Use the following questions to guide your further analyses of these data data.

  1. What value would you choose to pass for --p-sampling-depth? How many samples will be excluded from your analysis based on this choice? Approximately how many total sequences will you be analyzing in the core-metrics-phylogenetic command?

  2. What sample metadata or combinations of sample metadata are most strongly associated with the differences in microbial composition of the samples? Are these associations stronger with unweighted UniFrac or with Bray-Curtis? Based on what you know about these metrics, what does that difference suggest? For exploring associations between continuous metadata and sample composition, the commands qiime metadata distance-matrix in combination with qiime diversity mantel and qiime diversity bioenv will be useful. These were not covered in the Moving Pictures tutorial, but you can learn about them by running them with the --help parameter.

  3. What do you conclude about the associations between continuous sample metadata and the richness and evenness of these samples? For exploring associations between continuous metadata and richness or evenness, the command qiime diversity alpha-correlation will be useful. This was not covered in the Moving Pictures tutorial, but you can learn about it by running it with the --help parameter.

  4. Which categorical sample metadata columns are most strongly associated with the differences in microbial community richness or evenness? Are these differences statistically significant?

  5. In taxonomic composition bar plots, sort the samples by their average soil relative humidity, and visualize them at the phylum level. What are the dominant phyla in these samples? Which phyla increase and which decrease with increasing average soil relative humidity?

  6. What phyla differ in abundance across vegetated and unvegetated sites?

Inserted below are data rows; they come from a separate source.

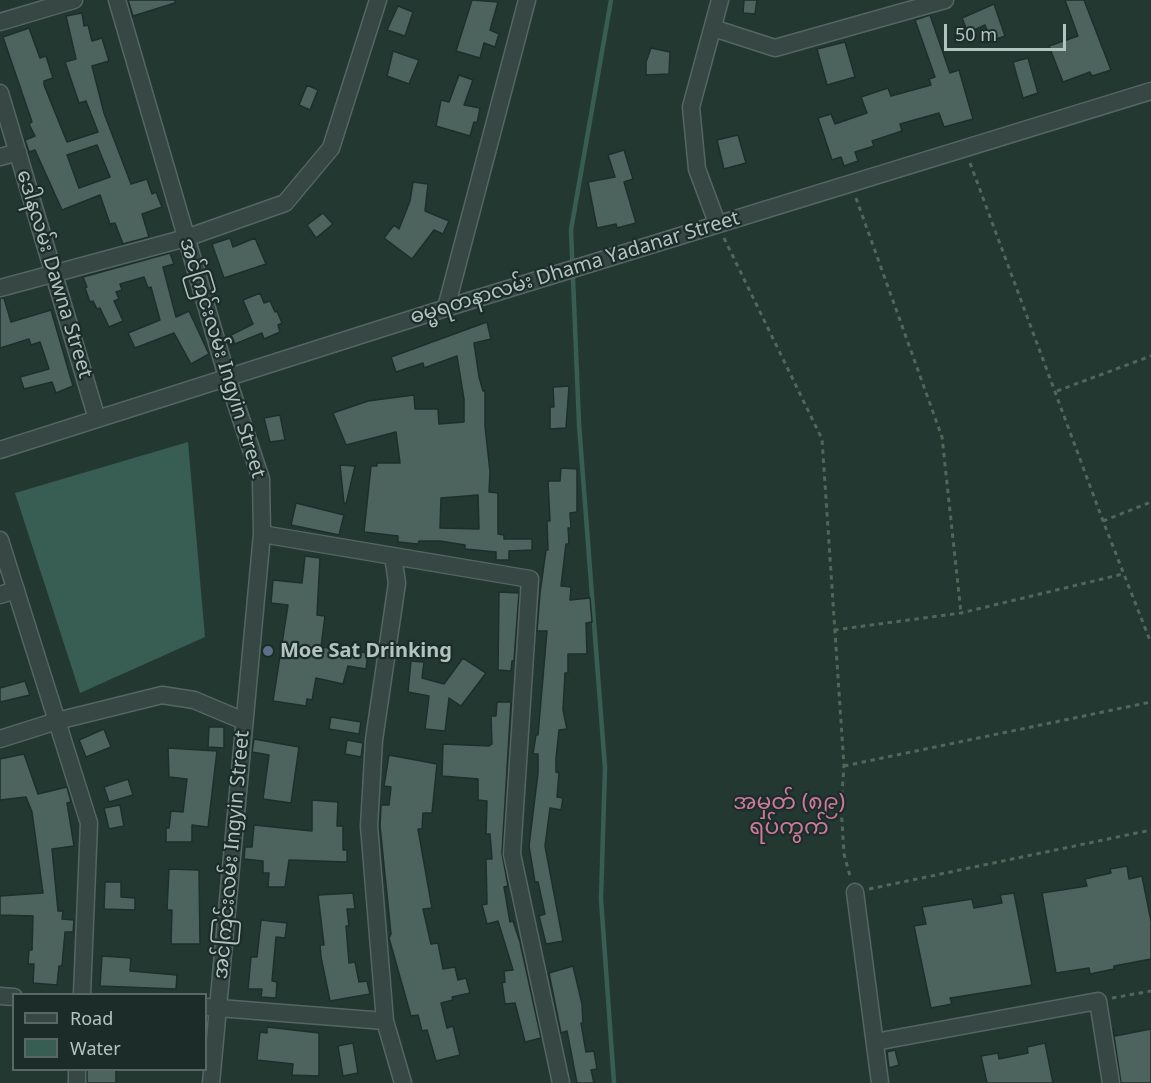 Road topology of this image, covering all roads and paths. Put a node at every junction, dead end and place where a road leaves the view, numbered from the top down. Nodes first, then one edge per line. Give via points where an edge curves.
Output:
1 (74, 0) edge
2 (117, 0) edge
3 (378, 0) edge
4 (527, 0) edge
5 (720, 0) edge
6 (945, 0) edge
7 (903, 6) edge
8 (0, 22) edge
9 (713, 28) junction
10 (1151, 91) edge
11 (0, 93) edge
12 (964, 147) junction
13 (18, 152) junction
14 (0, 157) edge
15 (851, 185) junction
16 (717, 223) junction
17 (186, 238) junction
18 (54, 273) junction
19 (0, 288) edge
20 (446, 308) junction
21 (1151, 356) edge
22 (227, 377) junction
23 (1056, 392) junction
24 (97, 420) junction
25 (0, 450) edge
26 (1151, 502) edge
27 (1103, 521) junction
28 (262, 534) junction
29 (0, 540) edge
30 (393, 556) junction
31 (1123, 574) junction
32 (8, 593) edge
33 (961, 613) junction
34 (834, 630) junction
35 (1151, 643) edge
36 (1151, 702) edge
37 (57, 721) junction
38 (244, 721) junction
39 (0, 740) edge
40 (844, 766) junction
41 (1151, 830) edge
42 (855, 892) junction
43 (1151, 991) edge
44 (82, 993) edge
45 (1098, 1001) junction
46 (212, 1008) edge
47 (385, 1021) junction
48 (874, 1042) junction
49 (212, 1083) edge
50 (403, 1083) edge
51 (561, 1083) edge
52 (880, 1083) edge
53 (1111, 1083) edge

1 - 8 street
2 - 17 street, အင်ကြင်းလမ်း Ingyin Street
3 - 17 street via 331,148 285,203
4 - 20 street
5 - 9 street
6 - 7 street
7 - 9 street via 775,48
9 - 16 street via 691,107 697,169
10 - 12 street, ဓမ္မရတနာလမ်း Dhama Yadanar Street
11 - 13 street, ဒေါနလမ်း Dawna Street
12 - 15 street, ဓမ္မရတနာလမ်း Dhama Yadanar Street
12 - 23 path
13 - 14 street
13 - 18 street, ဒေါနလမ်း Dawna Street
15 - 16 street, ဓမ္မရတနာလမ်း Dhama Yadanar Street
15 - 33 path via 942,437
16 - 20 street, ဓမ္မရတနာလမ်း Dhama Yadanar Street
16 - 34 path via 822,439
17 - 18 street
17 - 22 street, အင်ကြင်းလမ်း Ingyin Street
18 - 19 street
18 - 24 street, ဒေါနလမ်း Dawna Street
20 - 22 street, ဓမ္မရတနာလမ်း Dhama Yadanar Street
21 - 23 path
22 - 24 street, ဓမ္မရတနာလမ်း Dhama Yadanar Street
22 - 28 street, အင်ကြင်းလမ်း Ingyin Street via 261,479
23 - 27 path
24 - 25 street, ဓမ္မရတနာလမ်း Dhama Yadanar Street
26 - 27 path
27 - 31 path
28 - 30 street
28 - 38 street, အင်ကြင်းလမ်း Ingyin Street
29 - 32 street
30 - 47 street via 397,583 374,740 369,826
30 - 51 street via 530,579 512,854
31 - 33 path
31 - 35 path
32 - 37 street
33 - 34 path
34 - 40 path
36 - 40 path
37 - 38 street via 162,695 194,700
37 - 39 street
37 - 44 street via 90,823
38 - 46 street, အင်ကြင်းလမ်း Ingyin Street
40 - 42 path via 843,854
41 - 42 path
42 - 48 street
43 - 45 path
45 - 48 street
45 - 53 street
46 - 47 street
46 - 49 street, အင်ကြင်းလမ်း Ingyin Street
47 - 50 street
48 - 52 street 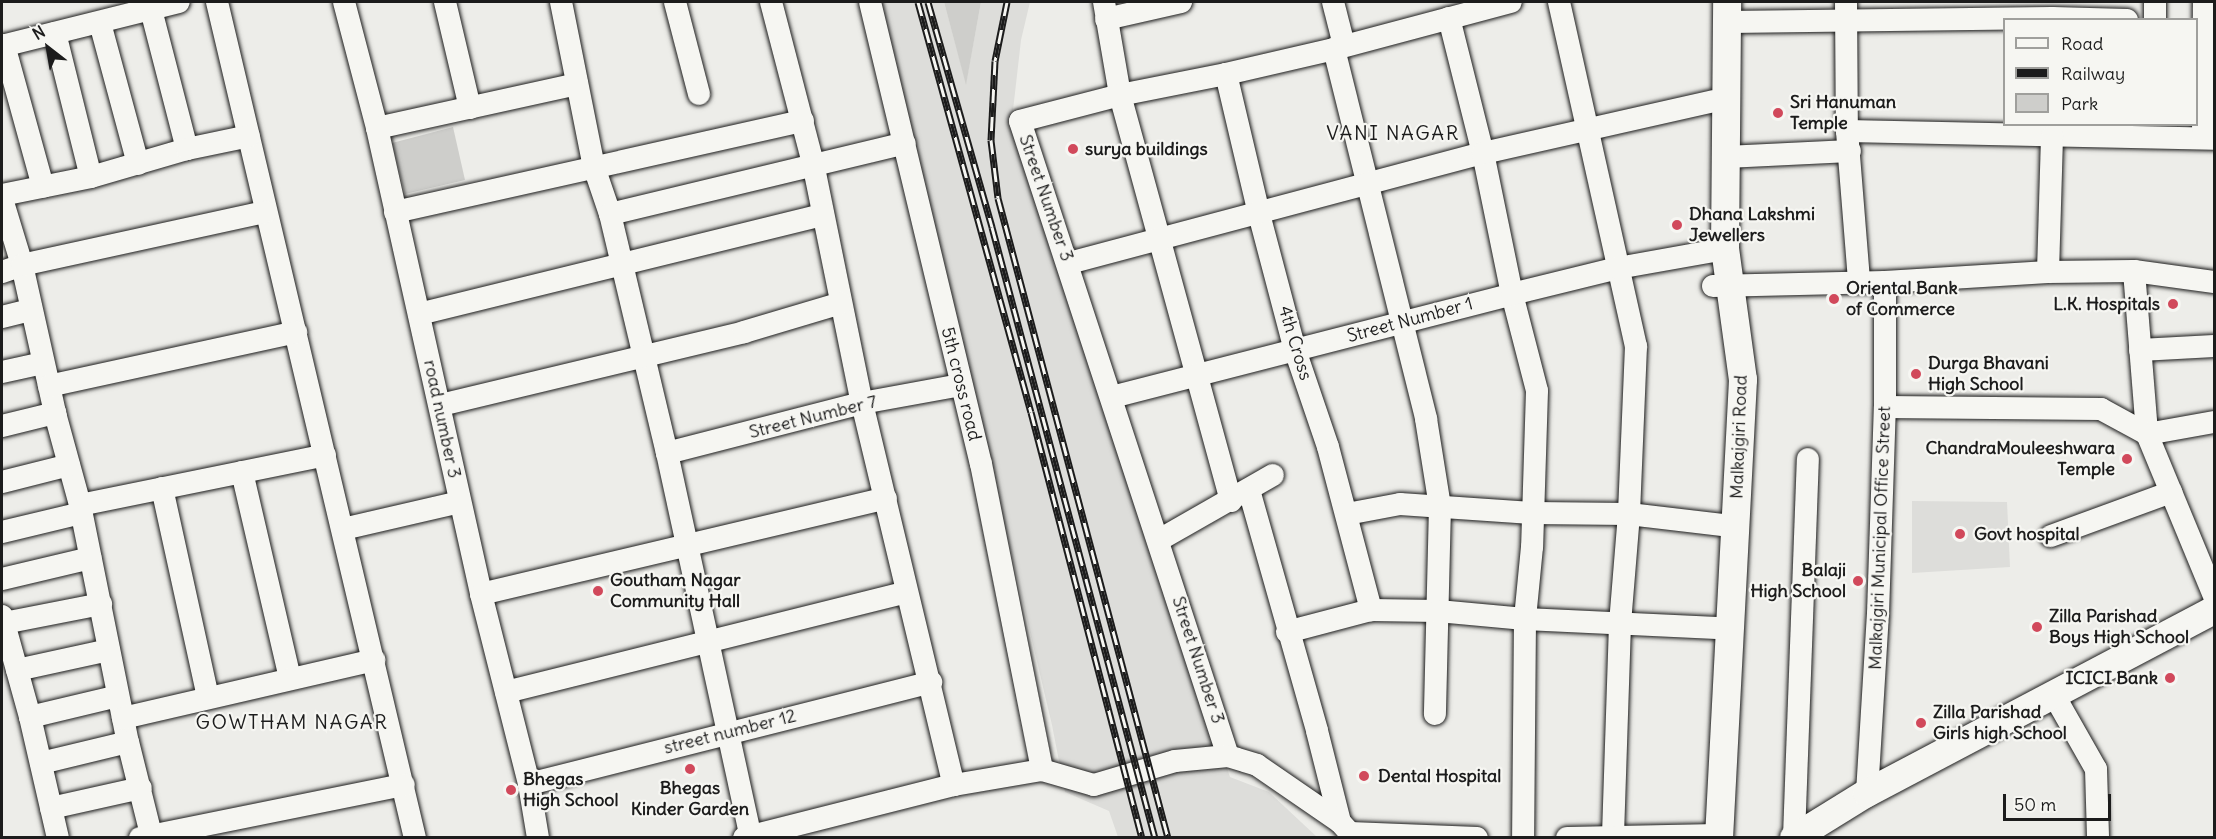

  7. How do your conclusions differ if you skip the subsampling step above, if at all?

Acknowledgements

The data used in this tutorial is presented in: Significant Impacts of Increasing Aridity on the Arid Soil Microbiome. Julia W. Neilson, Katy Califf, Cesar Cardona, Audrey Copeland, Will van Treuren, Karen L. Josephson, Rob Knight, Jack A. Gilbert, Jay Quade, J. Gregory Caporaso, and Raina M. Maier. mSystems May 2017, 2 (3) e00195-16; DOI: 10.1128/mSystems.00195-16.